Anatomía de la virtud

10 febrero, 2012

GUILLERMO BUSUTIL

LA NOVELA HISTÓRICA ESTÁ DE MODA. ¿Qué tendrá el pasado con sus enigmas mundanos y espirituales y la reconstrucción de costumbres para que a los lectores les guste tanto este género? ¿Será porque se unen el viaje en el tiempo y la lectura?, ¿porque es una fórmula amena de aprender Historia? Algo habrá ya que no dejan de publicarse libros cuyos argumentos acontecen en Roma, Egipto, el Renacimiento y el Siglo de Oro. Una de las últimas novelas que recupera el pasado es El códice purpúreo, editado por Paréntesis y en el que Herminia Luque indaga en el siglo IV d. C. poco tratado por la literatura, a pesar de ser una interesante época en la que coinciden el final del esplendor del Imperio Romano y el auge del cristianismo. Un siglo en el que el papiro es sustituido por el pergamino y, en cierto modo, se populariza el género epistolar, los dos elementos con los que la autora trama una historia que refleja el momento donde el cristianismo se consolidó como estructura de poder y vector cultural frente a la agonía del paganismo y el enfrentamiento entre el cristianismo primitivo y la ortodoxia del nuevo cristianismo.

ESTE TEMA LE PERMITE DESGLOSAR A HERMINIA LUQUE las excelencias de la virtud, la diversidad de pecados, el influjo de los relatos de mártires como modelos de vida, así como la contaminación de la herejía en la interpretación de las vías que enriquecen la espiritualidad, los claroscuros del adoctrinamiento en la santidad, la naturaleza del alma y los peligros que la asechan. Lo hace a través de una trama de doce cartas cruzadas que reconstruyen la vida y la muerte de Ávita, una joven virgen fallecida por excesivo ayuno y a la que un obispo pretende rentabilizar como símbolo religioso, mientras que su madre la llora. De su vida, del vacío que deja, de las huellas de su pasado y de la telaraña de personajes que desmenuzan los sucesos que rodean su vocación de mártir y su muerte, el lector irá sabiendo a través del puzzle epistolar que van cruzándose su madre, una amiga de la misma, el obispo, un taquígrafo al servicio de la madre y la antigua nodriza de esta joven. Cartas construidas con las características de un género y de una época que encierran un carácter teórico-doctrinal y que conllevan un serio homenaje a la riqueza lírica y simbólica del lenguaje epistolar, cuya estructura y estilo hace suyos con perfección, soltura y minuciosa ambientación expresiva.

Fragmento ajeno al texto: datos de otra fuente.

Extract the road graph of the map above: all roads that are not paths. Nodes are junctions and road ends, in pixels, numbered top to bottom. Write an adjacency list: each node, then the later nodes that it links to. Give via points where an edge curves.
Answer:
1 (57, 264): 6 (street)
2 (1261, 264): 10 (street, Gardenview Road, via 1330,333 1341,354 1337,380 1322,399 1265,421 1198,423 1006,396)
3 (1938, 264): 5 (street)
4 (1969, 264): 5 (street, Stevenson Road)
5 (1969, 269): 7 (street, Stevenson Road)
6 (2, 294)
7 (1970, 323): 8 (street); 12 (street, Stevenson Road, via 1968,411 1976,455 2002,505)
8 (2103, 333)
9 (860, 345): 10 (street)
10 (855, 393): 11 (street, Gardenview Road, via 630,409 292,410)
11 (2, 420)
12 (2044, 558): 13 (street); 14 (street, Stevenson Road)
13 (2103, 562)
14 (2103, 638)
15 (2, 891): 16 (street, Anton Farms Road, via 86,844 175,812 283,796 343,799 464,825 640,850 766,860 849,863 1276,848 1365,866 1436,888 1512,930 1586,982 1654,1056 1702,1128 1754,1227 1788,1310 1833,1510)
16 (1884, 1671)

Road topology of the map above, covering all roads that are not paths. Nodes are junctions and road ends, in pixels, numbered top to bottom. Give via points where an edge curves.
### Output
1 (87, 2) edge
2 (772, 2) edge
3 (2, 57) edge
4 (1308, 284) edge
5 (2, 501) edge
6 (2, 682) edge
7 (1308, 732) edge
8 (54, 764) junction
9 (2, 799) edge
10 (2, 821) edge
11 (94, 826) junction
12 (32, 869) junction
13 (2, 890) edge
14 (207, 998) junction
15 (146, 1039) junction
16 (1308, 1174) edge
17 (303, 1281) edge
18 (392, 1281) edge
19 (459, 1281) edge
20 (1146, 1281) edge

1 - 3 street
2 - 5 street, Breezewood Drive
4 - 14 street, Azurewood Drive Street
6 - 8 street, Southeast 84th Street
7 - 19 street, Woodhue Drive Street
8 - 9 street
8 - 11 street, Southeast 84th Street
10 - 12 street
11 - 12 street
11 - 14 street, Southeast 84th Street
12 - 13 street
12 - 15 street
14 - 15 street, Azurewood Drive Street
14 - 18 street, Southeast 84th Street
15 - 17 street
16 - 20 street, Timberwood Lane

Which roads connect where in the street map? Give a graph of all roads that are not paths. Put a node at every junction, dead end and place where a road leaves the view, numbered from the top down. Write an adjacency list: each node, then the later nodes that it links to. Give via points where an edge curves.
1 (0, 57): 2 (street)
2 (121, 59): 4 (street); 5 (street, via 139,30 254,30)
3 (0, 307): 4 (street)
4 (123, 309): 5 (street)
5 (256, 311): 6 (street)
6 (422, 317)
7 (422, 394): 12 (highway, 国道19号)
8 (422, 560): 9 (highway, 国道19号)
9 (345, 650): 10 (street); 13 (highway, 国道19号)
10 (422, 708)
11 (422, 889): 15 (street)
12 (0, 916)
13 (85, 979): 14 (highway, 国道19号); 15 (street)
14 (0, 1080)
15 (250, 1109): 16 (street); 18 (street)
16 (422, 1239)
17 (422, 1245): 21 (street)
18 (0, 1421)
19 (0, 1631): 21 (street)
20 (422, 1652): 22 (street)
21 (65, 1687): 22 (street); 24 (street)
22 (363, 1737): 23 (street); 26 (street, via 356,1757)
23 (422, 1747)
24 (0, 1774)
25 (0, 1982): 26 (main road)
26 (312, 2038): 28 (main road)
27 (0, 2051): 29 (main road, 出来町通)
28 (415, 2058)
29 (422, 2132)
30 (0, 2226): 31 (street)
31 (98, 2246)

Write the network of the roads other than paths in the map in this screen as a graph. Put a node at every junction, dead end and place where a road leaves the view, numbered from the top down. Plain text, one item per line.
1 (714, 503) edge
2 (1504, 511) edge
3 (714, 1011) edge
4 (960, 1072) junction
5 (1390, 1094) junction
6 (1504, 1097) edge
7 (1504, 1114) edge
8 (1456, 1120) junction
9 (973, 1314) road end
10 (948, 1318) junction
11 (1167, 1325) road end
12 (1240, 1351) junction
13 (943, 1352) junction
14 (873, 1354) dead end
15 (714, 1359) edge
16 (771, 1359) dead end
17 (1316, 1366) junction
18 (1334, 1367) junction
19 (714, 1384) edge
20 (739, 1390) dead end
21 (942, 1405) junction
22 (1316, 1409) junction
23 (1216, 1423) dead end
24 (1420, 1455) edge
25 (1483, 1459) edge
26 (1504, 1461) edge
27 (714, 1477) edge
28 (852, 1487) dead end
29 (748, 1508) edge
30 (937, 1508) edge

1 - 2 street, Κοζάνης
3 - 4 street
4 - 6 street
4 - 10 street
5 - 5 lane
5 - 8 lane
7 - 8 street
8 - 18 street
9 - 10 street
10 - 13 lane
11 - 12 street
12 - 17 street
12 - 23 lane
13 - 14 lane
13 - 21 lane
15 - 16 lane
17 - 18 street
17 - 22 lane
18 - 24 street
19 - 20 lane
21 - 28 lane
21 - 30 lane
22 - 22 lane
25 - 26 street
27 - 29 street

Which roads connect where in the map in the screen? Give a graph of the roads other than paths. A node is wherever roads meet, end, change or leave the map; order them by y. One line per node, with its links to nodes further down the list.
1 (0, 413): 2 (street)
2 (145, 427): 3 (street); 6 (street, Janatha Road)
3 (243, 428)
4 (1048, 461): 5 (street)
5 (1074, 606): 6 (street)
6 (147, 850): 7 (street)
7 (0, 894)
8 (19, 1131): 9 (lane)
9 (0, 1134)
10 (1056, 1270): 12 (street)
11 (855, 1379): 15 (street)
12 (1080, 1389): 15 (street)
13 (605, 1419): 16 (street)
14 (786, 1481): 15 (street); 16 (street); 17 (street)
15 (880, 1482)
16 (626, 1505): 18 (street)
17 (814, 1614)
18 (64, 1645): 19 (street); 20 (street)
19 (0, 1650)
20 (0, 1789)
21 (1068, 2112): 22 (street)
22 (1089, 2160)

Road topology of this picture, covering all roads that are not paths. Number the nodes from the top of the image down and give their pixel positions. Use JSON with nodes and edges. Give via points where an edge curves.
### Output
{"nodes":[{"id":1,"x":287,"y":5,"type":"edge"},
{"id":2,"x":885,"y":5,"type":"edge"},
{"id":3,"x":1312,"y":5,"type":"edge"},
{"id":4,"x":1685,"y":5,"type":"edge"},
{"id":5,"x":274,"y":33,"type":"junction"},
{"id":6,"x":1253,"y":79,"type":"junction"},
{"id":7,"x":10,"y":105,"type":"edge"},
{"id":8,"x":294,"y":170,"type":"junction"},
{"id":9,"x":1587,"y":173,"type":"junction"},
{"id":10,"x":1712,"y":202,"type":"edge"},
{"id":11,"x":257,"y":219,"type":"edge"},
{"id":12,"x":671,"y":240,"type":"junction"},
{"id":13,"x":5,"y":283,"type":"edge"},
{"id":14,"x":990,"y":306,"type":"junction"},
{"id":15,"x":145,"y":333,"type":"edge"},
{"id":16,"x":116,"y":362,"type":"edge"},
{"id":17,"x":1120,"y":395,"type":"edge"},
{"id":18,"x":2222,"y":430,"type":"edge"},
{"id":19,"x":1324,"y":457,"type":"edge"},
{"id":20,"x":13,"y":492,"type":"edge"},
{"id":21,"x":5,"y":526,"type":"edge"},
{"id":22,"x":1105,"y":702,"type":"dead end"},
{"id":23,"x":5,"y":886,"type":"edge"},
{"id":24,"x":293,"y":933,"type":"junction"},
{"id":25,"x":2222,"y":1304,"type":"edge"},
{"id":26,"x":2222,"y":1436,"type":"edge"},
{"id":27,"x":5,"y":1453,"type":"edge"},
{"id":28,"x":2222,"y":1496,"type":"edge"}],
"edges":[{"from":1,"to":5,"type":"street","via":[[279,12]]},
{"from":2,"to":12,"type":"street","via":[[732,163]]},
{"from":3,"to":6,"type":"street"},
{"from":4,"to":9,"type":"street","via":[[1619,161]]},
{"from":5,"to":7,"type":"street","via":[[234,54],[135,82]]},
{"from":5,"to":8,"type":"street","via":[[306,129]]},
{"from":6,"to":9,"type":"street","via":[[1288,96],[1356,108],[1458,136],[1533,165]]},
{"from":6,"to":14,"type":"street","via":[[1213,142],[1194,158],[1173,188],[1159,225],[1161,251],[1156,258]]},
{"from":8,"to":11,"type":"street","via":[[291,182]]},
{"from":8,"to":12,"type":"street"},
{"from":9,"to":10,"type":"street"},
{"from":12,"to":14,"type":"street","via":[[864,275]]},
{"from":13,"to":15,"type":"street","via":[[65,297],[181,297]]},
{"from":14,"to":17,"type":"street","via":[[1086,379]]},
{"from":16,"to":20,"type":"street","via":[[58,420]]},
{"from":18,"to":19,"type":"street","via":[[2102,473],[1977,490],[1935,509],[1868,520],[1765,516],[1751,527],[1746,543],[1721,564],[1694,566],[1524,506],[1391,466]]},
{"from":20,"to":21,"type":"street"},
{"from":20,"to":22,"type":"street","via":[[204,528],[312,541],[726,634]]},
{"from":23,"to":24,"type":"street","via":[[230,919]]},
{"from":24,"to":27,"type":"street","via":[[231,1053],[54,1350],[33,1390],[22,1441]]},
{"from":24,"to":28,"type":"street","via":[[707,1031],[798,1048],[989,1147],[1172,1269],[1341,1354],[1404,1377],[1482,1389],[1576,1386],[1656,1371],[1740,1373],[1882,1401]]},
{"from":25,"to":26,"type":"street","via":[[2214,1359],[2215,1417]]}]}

A ESTE ARGUMENTO, HERMINIA LUQUE LE CONTRAPONE otra historia interior ya que, conforme se van cruzando los diálogos de las cartas, van apareciendo las sombras de un thriller escenificado por los ángulos oscuros de la vida de Ávita, por los numerosos intereses secretos que mueven a los personajes y que van iluminando la historia de la joven y del resto de protagonistas. De este modo sugiere un suspense sostenido por intrigas y engaños, por delitos confesados, por máscaras afectivas y comportamientos centrados en la culpa, en la venganza, e incluso en un crimen inducido. La novela aborda igualmente otras emociones como el dolor, la pérdida, el deseo, el matrimonio, los peligros del afán de conocimiento y de perfección y la educación de las hijas, desgranados con fidelidad a la época que enmarca el relato, aplicando el detallismo escénico de las crónicas, que en ocasiones no rechaza el juego de la parodia a la hora de dar cuenta de los hábitos vinculados con la gastronomía, el cuidado del cuerpo e incluso de las reformas de viviendas. El resultado es una historia en la que la autora consigue equilibrar, en un mismo plano, lo mundano y lo espiritual, la religión y la investigación, el cuerpo y el alma de esta novela que no les dejará indiferentes.

FICHA

El códice purpúreo
HERMINIA LUQUE
PARÉNTESIS
14 €

¿Qué puede llevar a una joven a privarse de alimento hasta la muerte? En el siglo IV d. C. las causas no pueden ser sino de índole religiosa. Veremos así cómo Ávita, la joven fallecida, es considerada una mártir y su tumba va a ser convertida en un lugar de culto. Pero las cosas no son nunca sencillas.